This is barely gardening

So. Back to the farm with a bump. Back to the dread Sorting of the Gravel Paths.

One can swan about photographing the glorious crocosmia.

Or noting that the apple tree has grown so well at the far end of the potager it is now shading about three of my most dramatic dahlias in the cutting garden just to the right.

Or play about with backgrounds when I photograph the only surviving cut flowers in the garden for the market.

Hague Blue, Farrow and Ball. I can’t indulge in a whole painted wall, so I did a cardboard piece and just shoved it behind the bouquets for a touch of contrast when I wanted to remember what I’ve cut.

I need a bigger piece of board. The lily foliage is so battered from the hail I had to hide it in a sea of flowering marjoram. And I’ve asked Andrew to order me a 1000 drumstick allium bulbs for the end of the year. Good plants that are small enough to evade the damage that felled the larger alliums.

And I need to avert my gaze from the fab acanthus in the garden. Its leaves have collapsed in the drought and the heat. But the flower stalks are still worth cutting.

(They are so hideous I didn’t find them in my photo folder. Oh here’s one. Ready. Gird your loins for this.)

It looks like how I feel in a heatwave.

But enough softening you up with flowers. A bouquet or four for the tardy blog posts of late.

I’m almost as late as the lads who are repairing and relining our pool.

For a month now I have had my eye on the battered old pool cover which was being replaced. As soon as Morgan and Tony were tracked down and ‘cajoled’ (insert encouraged or threatened as appropriate) to come up and finish what they started, it was recycling central on the lawn.

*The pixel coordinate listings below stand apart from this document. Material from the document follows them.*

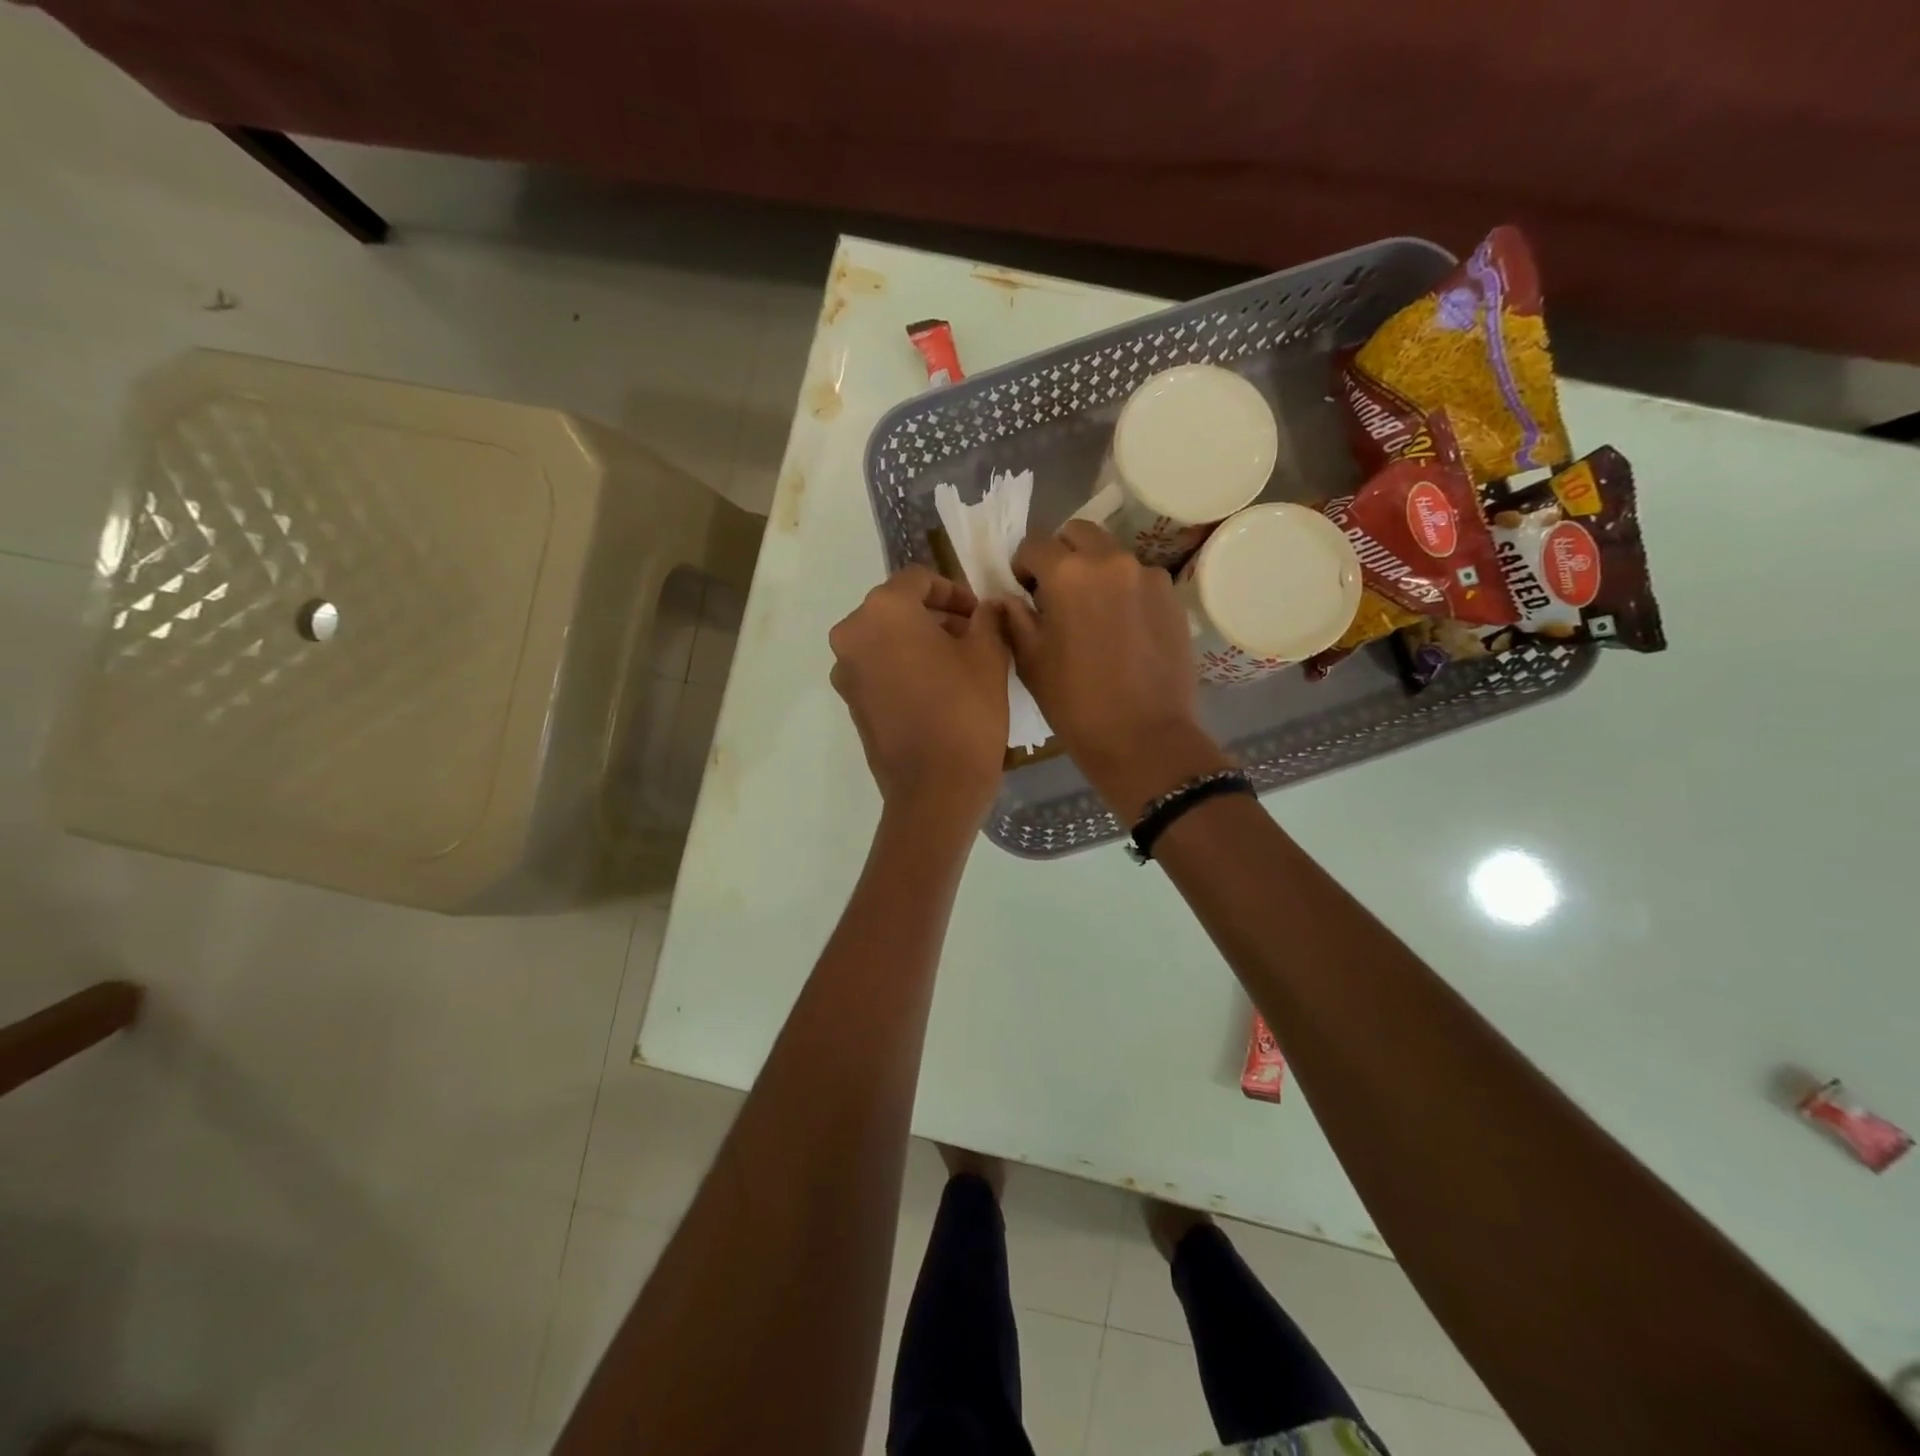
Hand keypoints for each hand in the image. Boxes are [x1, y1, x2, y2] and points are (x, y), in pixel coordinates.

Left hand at [829, 566, 1009, 820]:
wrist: (934, 788)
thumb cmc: (965, 710)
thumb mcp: (989, 655)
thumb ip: (987, 618)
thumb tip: (986, 608)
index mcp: (883, 610)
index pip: (919, 579)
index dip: (955, 591)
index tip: (980, 614)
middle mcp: (852, 634)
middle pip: (897, 608)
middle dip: (936, 616)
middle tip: (974, 636)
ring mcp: (846, 671)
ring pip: (886, 640)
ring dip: (919, 642)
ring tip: (959, 664)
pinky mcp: (850, 703)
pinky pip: (879, 669)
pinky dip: (904, 668)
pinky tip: (936, 690)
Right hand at [1004, 522, 1229, 821]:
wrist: (1144, 738)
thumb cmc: (1075, 703)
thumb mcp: (1031, 661)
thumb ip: (1014, 619)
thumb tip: (1007, 598)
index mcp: (1068, 573)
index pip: (1035, 545)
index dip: (1023, 566)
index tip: (1024, 591)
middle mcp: (1111, 561)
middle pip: (1079, 534)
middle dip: (1061, 555)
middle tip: (1056, 594)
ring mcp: (1149, 577)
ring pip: (1112, 555)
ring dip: (1095, 571)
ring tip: (1093, 614)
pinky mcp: (1173, 598)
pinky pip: (1139, 580)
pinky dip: (1124, 591)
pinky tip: (1122, 630)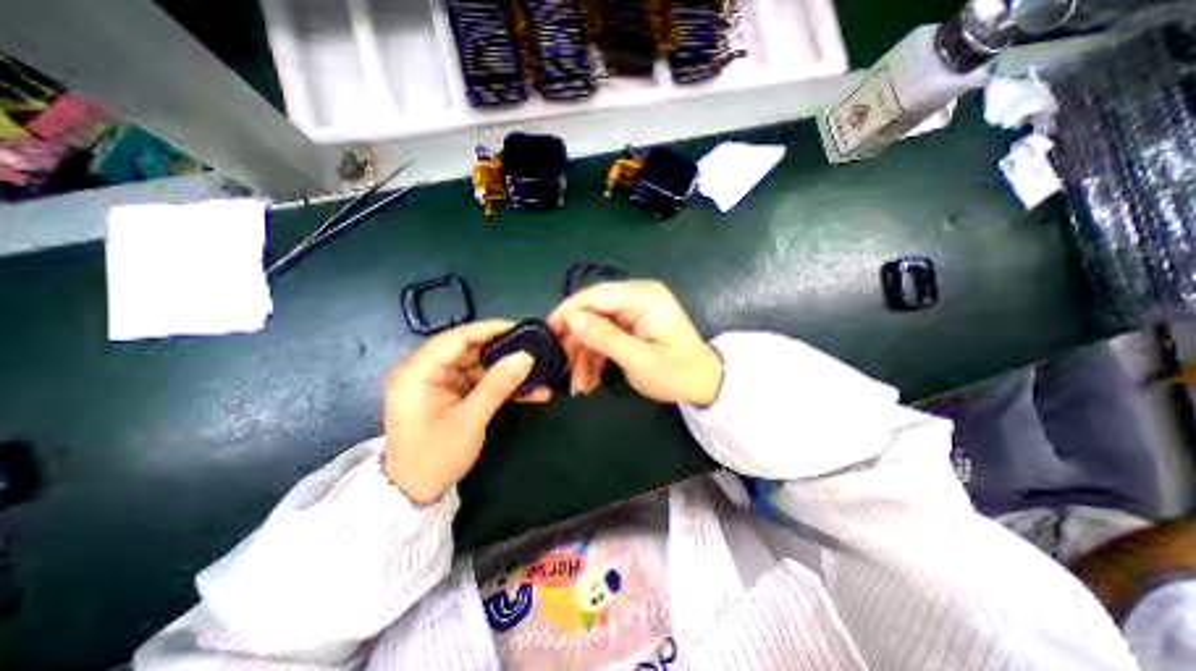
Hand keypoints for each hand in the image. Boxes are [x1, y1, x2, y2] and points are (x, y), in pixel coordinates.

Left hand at [383, 321, 549, 503]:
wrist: (414, 492)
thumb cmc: (434, 457)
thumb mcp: (470, 420)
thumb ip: (498, 385)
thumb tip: (526, 357)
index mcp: (417, 372)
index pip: (457, 337)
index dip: (490, 329)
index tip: (520, 329)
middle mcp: (425, 370)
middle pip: (469, 349)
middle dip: (503, 352)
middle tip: (533, 351)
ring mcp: (439, 382)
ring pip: (478, 366)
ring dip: (506, 372)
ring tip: (536, 373)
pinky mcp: (449, 393)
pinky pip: (478, 381)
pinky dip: (500, 385)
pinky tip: (526, 391)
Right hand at [548, 280, 722, 406]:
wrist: (703, 385)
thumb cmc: (678, 372)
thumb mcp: (640, 359)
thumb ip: (605, 338)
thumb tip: (573, 320)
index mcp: (643, 297)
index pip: (596, 296)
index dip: (569, 312)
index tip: (548, 332)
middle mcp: (636, 299)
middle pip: (592, 313)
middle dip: (576, 343)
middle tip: (563, 368)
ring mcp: (632, 314)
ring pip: (594, 329)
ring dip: (583, 357)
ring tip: (579, 385)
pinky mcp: (630, 329)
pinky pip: (604, 339)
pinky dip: (594, 359)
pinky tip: (590, 380)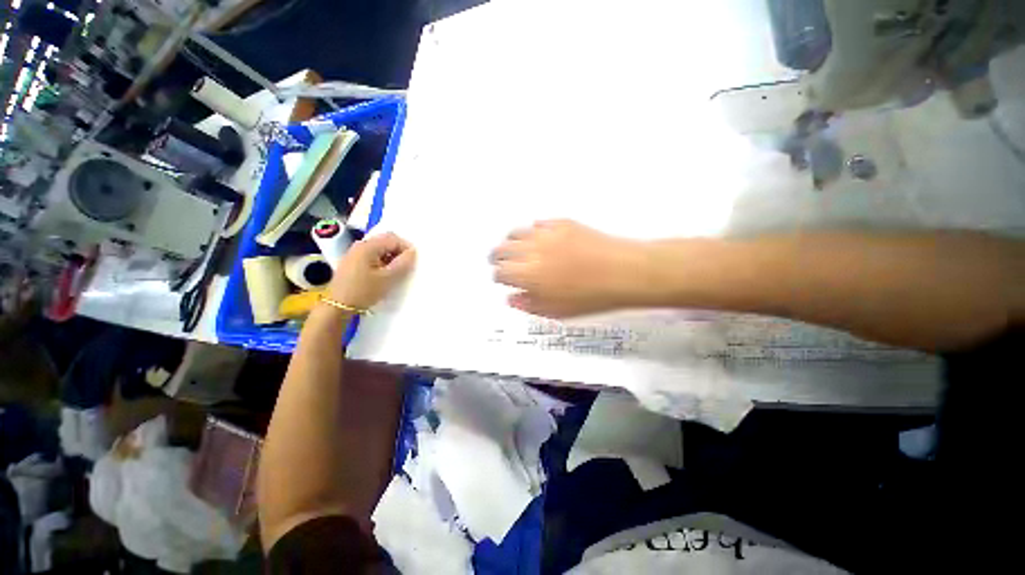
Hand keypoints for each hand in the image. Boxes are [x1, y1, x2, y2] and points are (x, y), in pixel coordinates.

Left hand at [328, 233, 415, 309]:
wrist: (338, 307)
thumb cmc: (364, 291)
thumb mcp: (388, 278)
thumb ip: (403, 263)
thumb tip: (412, 252)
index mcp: (368, 246)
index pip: (393, 239)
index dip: (406, 248)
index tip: (413, 262)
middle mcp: (360, 245)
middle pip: (386, 241)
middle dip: (399, 251)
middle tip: (406, 266)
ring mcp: (355, 253)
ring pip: (380, 249)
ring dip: (391, 257)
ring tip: (396, 271)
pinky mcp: (353, 262)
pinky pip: (372, 255)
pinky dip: (382, 261)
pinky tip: (384, 274)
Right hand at [489, 220, 644, 317]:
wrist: (624, 272)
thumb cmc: (590, 297)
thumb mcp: (556, 311)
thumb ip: (528, 304)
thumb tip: (511, 298)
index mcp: (528, 274)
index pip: (501, 272)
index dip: (499, 277)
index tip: (503, 280)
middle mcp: (531, 250)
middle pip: (502, 249)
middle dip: (498, 258)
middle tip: (501, 263)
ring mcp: (546, 233)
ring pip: (516, 233)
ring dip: (511, 243)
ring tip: (516, 249)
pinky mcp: (561, 223)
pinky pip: (538, 224)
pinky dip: (533, 232)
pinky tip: (540, 239)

In a trice I was out there with the sturdy scissors and a ruler while they polished the repaired concrete and laid the liner.

All sliced up and ready to be put to weed suppressing use.

And where, pray tell?

The potager paths. Each and every one of them is in dire need of work.

This bad.

Bindweed everywhere. And boy the logs that are meant to edge the paths are ropey too. But that has to wait for autumn.

I find that when I wander along the beds I’m so distracted by the masses of bindweed that I’m not attending to the veg in the beds at all. Rather the beastly binding weeds are grabbing my time. So I need to get them less exposed to light and concentrate on hand pollinating my courgettes and tying in the tomatoes instead.

For a month now I have been clambering over the stockpile of gravel that has almost but not quite made it from the parking area to the potager.

That’s plan A. And now I have plan B. The base layer.

All cut out and ready for the Tooth Fairy to come and help me remove ALL THE GRAVEL. CLEAN THE STONES. LAY THE WEED SUPPRESSING LAYER. COVER WITH GRAVEL. AND REPEAT. 17 TIMES.

Sorry, heat flushed and feverish.

But when I decided to just do one single path, I realised just how much monstrous work lies ahead.

It took me so long I forgot to photograph the finished result.

I suspect that is because it needs even more work. Hiding the edges. Adding more gravel. Replacing all the tired logs.

But I’ve started so that’s summer’s work project inked in. I emptied the tank of our water supply in the mountains getting the pool half filled once the lining was in. So I can’t even flop about in the shallow end and pretending the garden paths are gorgeous…

In a week more water should flow (don’t ask me about the mysteries of underground aquifers and why we have 12 cubic metres of mountain water in a drought) and maybe then the distractions will prove greater than my work ethic.

But for now. Gravel washing. Grumbling.